■ **GOAL OF THE EXERCISE**: From the entries below, return only the lines starting at the one that contains "middle pip: (130, 63)" and ending at the one that contains "index pip: (915, 831)", exactly as they stand.

== MATERIAL TO PROCESS

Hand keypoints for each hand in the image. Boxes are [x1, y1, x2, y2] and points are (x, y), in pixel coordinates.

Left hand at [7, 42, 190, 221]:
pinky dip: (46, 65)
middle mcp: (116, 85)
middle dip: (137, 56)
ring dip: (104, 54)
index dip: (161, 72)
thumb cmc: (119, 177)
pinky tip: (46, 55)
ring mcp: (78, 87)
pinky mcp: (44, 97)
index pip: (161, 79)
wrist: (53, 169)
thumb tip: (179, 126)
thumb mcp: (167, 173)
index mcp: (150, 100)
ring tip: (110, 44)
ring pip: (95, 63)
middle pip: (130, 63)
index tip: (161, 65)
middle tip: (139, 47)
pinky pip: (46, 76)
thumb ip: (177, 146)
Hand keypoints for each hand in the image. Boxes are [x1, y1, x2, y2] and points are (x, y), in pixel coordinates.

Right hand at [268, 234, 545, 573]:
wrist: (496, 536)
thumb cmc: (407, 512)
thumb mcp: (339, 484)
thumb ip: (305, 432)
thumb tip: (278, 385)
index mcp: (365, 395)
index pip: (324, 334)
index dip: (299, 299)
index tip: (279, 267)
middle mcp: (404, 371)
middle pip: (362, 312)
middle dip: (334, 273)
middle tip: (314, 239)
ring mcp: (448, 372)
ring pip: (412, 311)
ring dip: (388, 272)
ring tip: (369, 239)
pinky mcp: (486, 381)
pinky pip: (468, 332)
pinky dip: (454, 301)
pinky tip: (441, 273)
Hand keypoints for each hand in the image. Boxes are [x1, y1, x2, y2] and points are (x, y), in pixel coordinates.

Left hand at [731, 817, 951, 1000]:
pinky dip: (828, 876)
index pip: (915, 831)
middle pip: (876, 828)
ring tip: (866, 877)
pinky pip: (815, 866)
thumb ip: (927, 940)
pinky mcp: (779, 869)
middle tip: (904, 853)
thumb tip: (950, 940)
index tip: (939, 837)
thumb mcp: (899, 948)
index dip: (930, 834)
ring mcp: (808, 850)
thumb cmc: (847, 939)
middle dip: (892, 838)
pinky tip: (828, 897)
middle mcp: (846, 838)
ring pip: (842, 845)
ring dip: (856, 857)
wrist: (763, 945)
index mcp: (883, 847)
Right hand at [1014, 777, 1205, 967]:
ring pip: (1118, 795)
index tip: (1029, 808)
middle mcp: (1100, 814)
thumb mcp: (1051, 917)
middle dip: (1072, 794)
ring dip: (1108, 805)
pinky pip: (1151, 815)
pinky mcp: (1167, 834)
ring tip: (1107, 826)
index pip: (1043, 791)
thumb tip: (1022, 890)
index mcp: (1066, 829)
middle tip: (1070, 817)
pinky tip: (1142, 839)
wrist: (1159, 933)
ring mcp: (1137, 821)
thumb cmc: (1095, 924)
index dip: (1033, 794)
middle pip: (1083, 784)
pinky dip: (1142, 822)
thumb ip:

====

■ **OUTPUT FOR THIS EXERCISE**:
middle pip: (130, 63)
index tip: (161, 65)
middle tip: (139, 47)
pinky pip: (46, 76)
thumb ip: (177, 146)
Hand keypoints for each hand in the image. Boxes are [x1, y1, x2, y2] and points are (x, y), in pixel coordinates.

Right hand at [268, 234, 545, 573]:
wrist: (496, 536)
thumb cmc: (407, 512)
thumb mcp: (339, 484)
thumb ip: (305, 432)
thumb tip: (278, 385)
index mcp: (365, 395)
index pip: (324, 334)
index dip: (299, 299)
index tip: (279, 267)
middle mcp: (404, 371)
middle pip: (362, 312)
middle dip: (334, 273)
middle tip: (314, 239)
ring mcp: (448, 372)
ring pip: (412, 311)
ring dip: (388, 272)
ring tip: (369, 239)
pinky mcp: (486, 381)
pinky pip: (468, 332)
pinky dip: (454, 301)
pinky tip: (441, 273)
Hand keypoints for each hand in the image. Boxes are [x1, y1, x2, y2] and points are (x, y), in pixel coordinates.

Left hand at [731, 817, 951, 1000]:
pinky dip: (828, 876)
index pip: (915, 831)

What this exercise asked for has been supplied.